Corruption vs. Clientelism in the Democratic Primary

One confusion that I see in the Democratic primary has to do with the difference between political corruption and political clientelism. This may seem a bit too academic for a starting discussion on the primary at this stage, but bear with me.

“Corruption” is essentially a quid-pro-quo system. In the most basic example, a person walks into a politicians office and gives them an envelope full of money–throws it on the desk. As the delivery man walks out of the office, he turns to the Congressperson and says, “Vote no on the housing bill.”  That’s the stereotype of corruption in government. I give you money, you do what I tell you to do.

“Clientelism” is a bit different because it is a system whereby patrons and clients act in ways that are mutually beneficial to both–without the explicit quid pro quo, without the smudged brown envelope of sweaty cash.  The big difference between corruption and clientelism is the explicit demand for a political act from the person or entity who wants to influence government. In “corruption” you are paid and then you do what you are asked. In clientism, the politician acts in favor of a powerful interest or entity and then, subsequently, is rewarded.

Now–there are many shades of gray in these two definitions. I have simplified them for the purposes of discussion. And, obviously, clientelism can be rife with acts of corruption, as can corruption give rise to clientelism. But those are the two definitions I want to introduce as a strategy for helping us see a problem that has taken shape in the Democratic primary.

The Sanders campaign is pushing a narrative that Clinton represents and speaks for a system of political corruption, the evidence of which are the enormous and numerous speaking fees she has been paid by firms with vested interest in limiting or ending altogether government regulation (“Wall St.”). In response to this argument, the Clinton campaign has said that there is “no evidence” of any crime–no evidence that any quid pro quo exists. And this has been used to argue that Clinton, despite the huge pile of quarter million dollar checks she’s received from vested interests, is in fact deeply committed to limiting the power and influence of those firms who have cut her these huge speaking fees checks.

And here’s the point I want to introduce to the discussion:

While not guilty of corruption in the explicit sense of quid pro quo, Clinton not only participates in, but actively cultivates patron-client relationships with Wall Street. In the clientelism that Clinton embraces and defends, she claims the American public to be the sole beneficiary via her representation, but she refuses to acknowledge how Wall St. benefits.  And yet, in a patron-client system, both the patron and the client always benefit. Always. That is how it works. In this case: Clinton gets resources to run for office, while Wall Street gets the guarantee that the candidate they gave so much money in one place (e.g., a speech) will tacitly if not explicitly support their views of economic reality in another place (e.g., The White House). It is a long term strategy for both.
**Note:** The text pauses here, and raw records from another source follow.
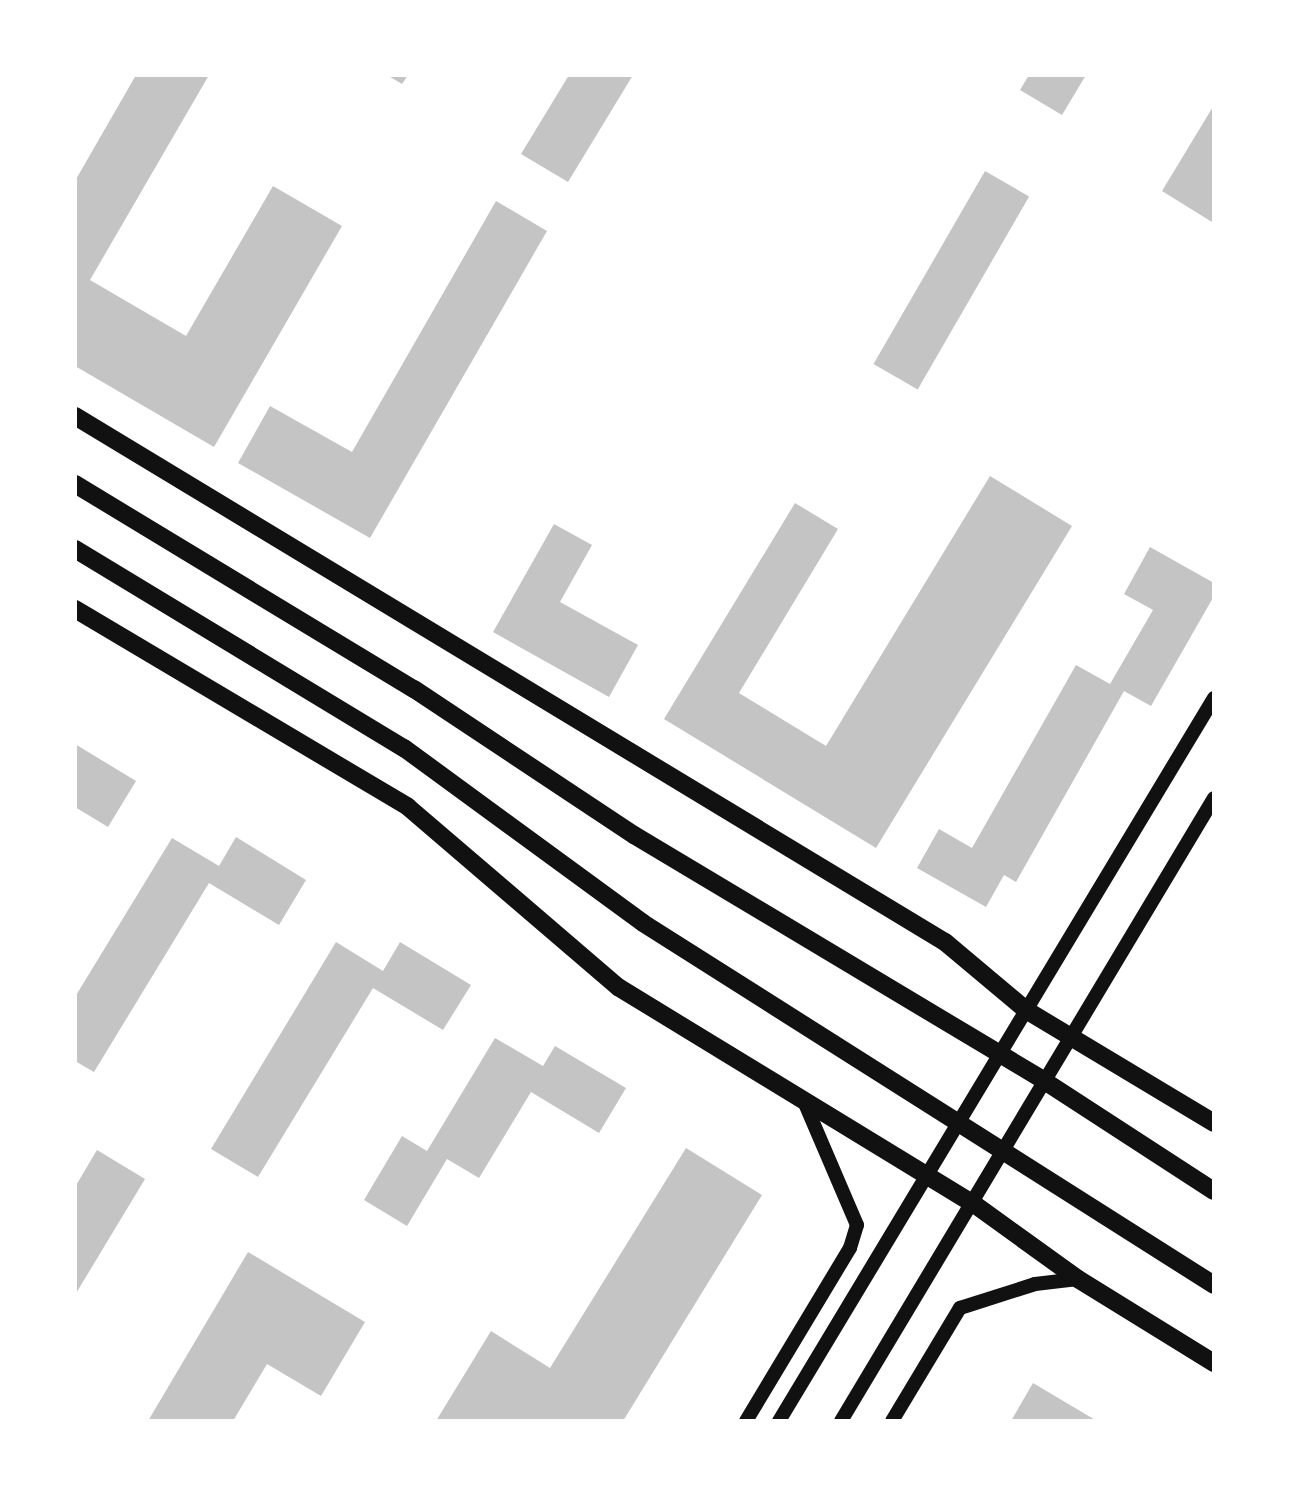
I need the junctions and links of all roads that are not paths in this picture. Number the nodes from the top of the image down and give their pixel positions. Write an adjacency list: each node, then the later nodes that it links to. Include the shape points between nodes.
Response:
1 (75, 416): 7 (main road, via 945,942)
2 (75, 484): 9 (main road, via 414,689 634,835)
3 (75, 549): 13 (main road, via 404,748 643,923)
4 (75, 608): 11 (main road, via 408,807 618,986)
5 (1214, 698): 7 (main road)
6 (1214, 798): 8 (main road)
7 (1026, 1010): 8 (main road); 9 (main road)
8 (1072, 1038): 10 (main road); 12 (main road)
9 (1000, 1055): 10 (main road); 13 (main road)
10 (1046, 1082): 14 (main road); 16 (main road)
11 (803, 1099): 15 (main road); 21 (main road, via 857,1226 850,1248)
12 (1214, 1123)
13 (956, 1125): 14 (main road); 15 (main road)
14 (1004, 1156): 17 (main road); 19 (main road)
15 (927, 1175): 17 (main road); 22 (main road)
16 (1214, 1191)
17 (974, 1204): 18 (main road); 23 (main road)
18 (1078, 1279): 20 (main road); 24 (main road, via 1023,1287 960,1308)
19 (1214, 1285)
20 (1214, 1363)
21 (746, 1421)
22 (779, 1421)
23 (841, 1421)
24 (892, 1421)

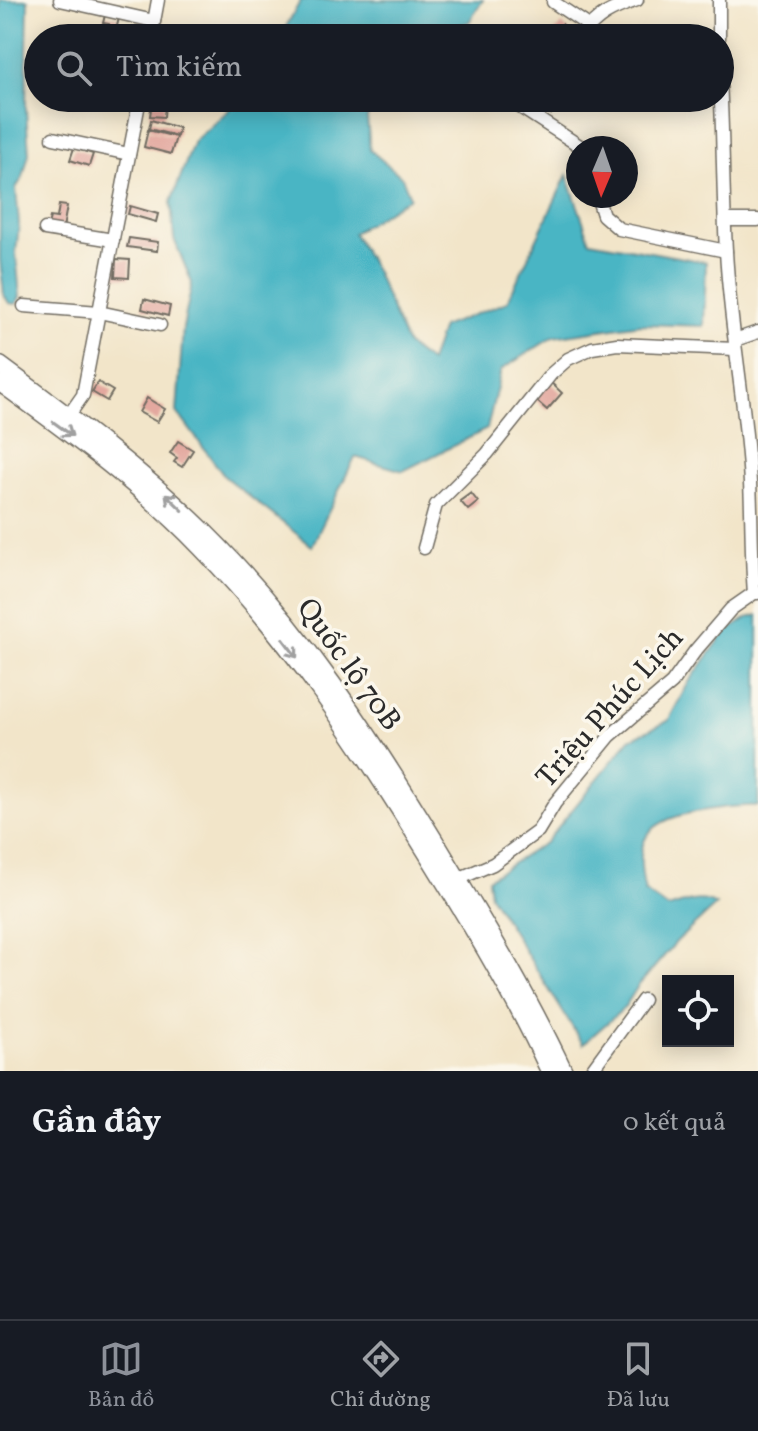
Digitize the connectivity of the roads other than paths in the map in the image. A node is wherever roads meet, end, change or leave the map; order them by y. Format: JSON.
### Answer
{"nodes":[{"id":1,"x":60,"y":0,"type":"edge"},
{"id":2,"x":158,"y":0,"type":"edge"},
{"id":3,"x":637,"y":0,"type":"edge"},
{"id":4,"x":719,"y":0,"type":"edge"},
{"id":5,"x":553,"y":2,"type":"edge"},
{"id":6,"x":154,"y":21,"type":"junction"},
{"id":7,"x":153,"y":24,"type":"edge"},
{"id":8,"x":586,"y":24,"type":"edge"},
{"id":9,"x":591,"y":24,"type":"edge"},
{"id":10,"x":719,"y":24,"type":"edge"},
{"id":11,"x":137,"y":112,"type":"edge"},
{"id":12,"x":528,"y":112,"type":"edge"},
{"id":13,"x":721,"y":112,"type":"edge"},
{"id":14,"x":566,"y":137,"type":"edge"},
{"id":15,"x":53,"y":138,"type":"dead end"},
{"id":16,"x":129,"y":154,"type":"junction"},
{"id":17,"x":601,"y":208,"type":"edge"},
{"id":18,"x":726,"y":220,"type":"junction"},
{"id":19,"x":758,"y":220,"type":"edge"},
{"id":20,"x":45,"y":229,"type":"dead end"},
{"id":21,"x":113,"y":240,"type":"junction"},
{"id":22,"x":726,"y":251,"type":"junction"},
{"id":23,"x":24,"y":306,"type":"dead end"},
{"id":24,"x":99,"y":312,"type":"junction"},
{"id":25,"x":160,"y":325,"type":"dead end"},
{"id":26,"x":758,"y":332,"type":"edge"},
{"id":27,"x":735,"y":345,"type":"junction"},
{"id":28,"x":0,"y":365,"type":"edge"},
{"id":29,"x":0,"y":383,"type":"edge"},
{"id":30,"x":69,"y":415,"type":"junction"},
{"id":31,"x":424,"y":548,"type":"dead end"},
{"id":32,"x":756,"y":593,"type":"edge"},
{"id":33,"x":380,"y":765,"type":"junction"},
{"id":34,"x":458,"y":879,"type":"junction"},
{"id":35,"x":643,"y":1000,"type":"dead end"},
{"id":36,"x":593,"y":1070,"type":"edge"},
{"id":37,"x":549,"y":1071,"type":"edge"},
{"id":38,"x":564,"y":1071,"type":"edge"}],
"edges":[{"from":1,"to":6,"type":"street"},
{"from":2,"to":6,"type":"street"},
{"from":3,"to":9,"type":"street"},
{"from":4,"to":10,"type":"street"},
{"from":5,"to":8,"type":"street"},
{"from":6,"to":7,"type":"street"},
{"from":11,"to":16,"type":"street"},
{"from":12,"to":14,"type":"street"},
{"from":13,"to":18,"type":"street"},
{"from":15,"to":16,"type":"street"},
{"from":16,"to":21,"type":"street"},
{"from":17,"to":22,"type":"street"},
{"from":18,"to":19,"type":"street"},
{"from":18,"to":22,"type":"street"},
{"from":20,"to":21,"type":"street"},
{"from":21,"to":24,"type":"street"},
{"from":22,"to":27,"type":"street"},
{"from":23,"to":24,"type":"street"},
{"from":24,"to":25,"type":"street"},
{"from":24,"to":30,"type":"street"},
{"from":26,"to":27,"type":"street"},
{"from":27,"to":31,"type":"street"},
{"from":27,"to":32,"type":"street"},
{"from":28,"to":30,"type":"main road","name":"Quốc lộ 70B"},
{"from":29,"to":33,"type":"main road","name":"Quốc lộ 70B","one_way":true},
{"from":33,"to":30,"type":"main road","name":"Quốc lộ 70B","one_way":true},
{"from":32,"to":34,"type":"street","name":"Triệu Phúc Lịch"},
{"from":33,"to":34,"type":"main road","name":"Quốc lộ 70B"},
{"from":33,"to":37,"type":"main road","name":"Quốc lộ 70B"},
{"from":34,"to":38,"type":"main road","name":"Quốc lộ 70B"},
{"from":35,"to":36,"type":"street"}]}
Suffice it to say that if a industry seeks to play the long game–seeks to control the rule governing financial sector for the benefit of their firm–then they are much better off seeking to build as many patron-client relationships with government as possible, rather than a few risky acts of corruption.

Goldman Sachs does not want to knock down a few key votes on financial regulation–although it will find ways to do that if necessary.  Rather, Goldman wants to control the universe of common sense that determines which questions get admitted to the overall debate on financial regulation and which questions get dismissed as fools-errands, impossible, or hucksterism.

The issue with the Clinton speaking fees is not that there has been some kind of quid pro quo that will be discovered in the transcripts, I doubt very much that is the case.

Rather, the speaking fees are rewards for being a political career who keeps the debate on financial regulation in the sweet spot for big firms who operate in the dark corners of unregulated, insanely risky, absurdly complex financial products–the success or failure of which hold the entire world economy in the balance.

Secretary Clinton, for all the good work that she has done, has built a career on the belief that she can control these patron-client relationships to benefit the powerless. Yet, she has done so by entering into reciprocal relationships with the powerful–who gain no advantage by legislation that helps the powerless.

To have such powerful clients as Goldman Sachs, who secure their relationships with unfathomably large payments for symbolic services–is to accept both the benefits and the limits of that clientelism. We cannot so easily speak against the interests of the people or entities that bestow so much possibility on us–whose checkbooks make our goals possible.

All those speaking fees that Clinton donated to the Clinton Global Initiative–they made it possible for the Clinton’s enterprise to thrive. And in turn, Hillary Clinton kept the long term debate about the economy away from such potentially devastating topics as: breaking up the banks, prosecuting financial CEOs, and so forth.

Corruption is a problem in government, always. But the problem that must be overcome in the Democratic Party for progressive goals to advance is clientelism–a patron-client system whereby elected Democrats and big money cultivate each other for mutual benefit.

And if ever there was a Presidential candidate who represented that system of clientism–it’s the current front runner of the Democratic Party. As hard as it is to see and to name this, whatever good she has achieved on various fronts–and she has achieved a great deal–it is all tainted at this point by her investment for so long in big money clientelism.

It is a problem that far more people need to call out.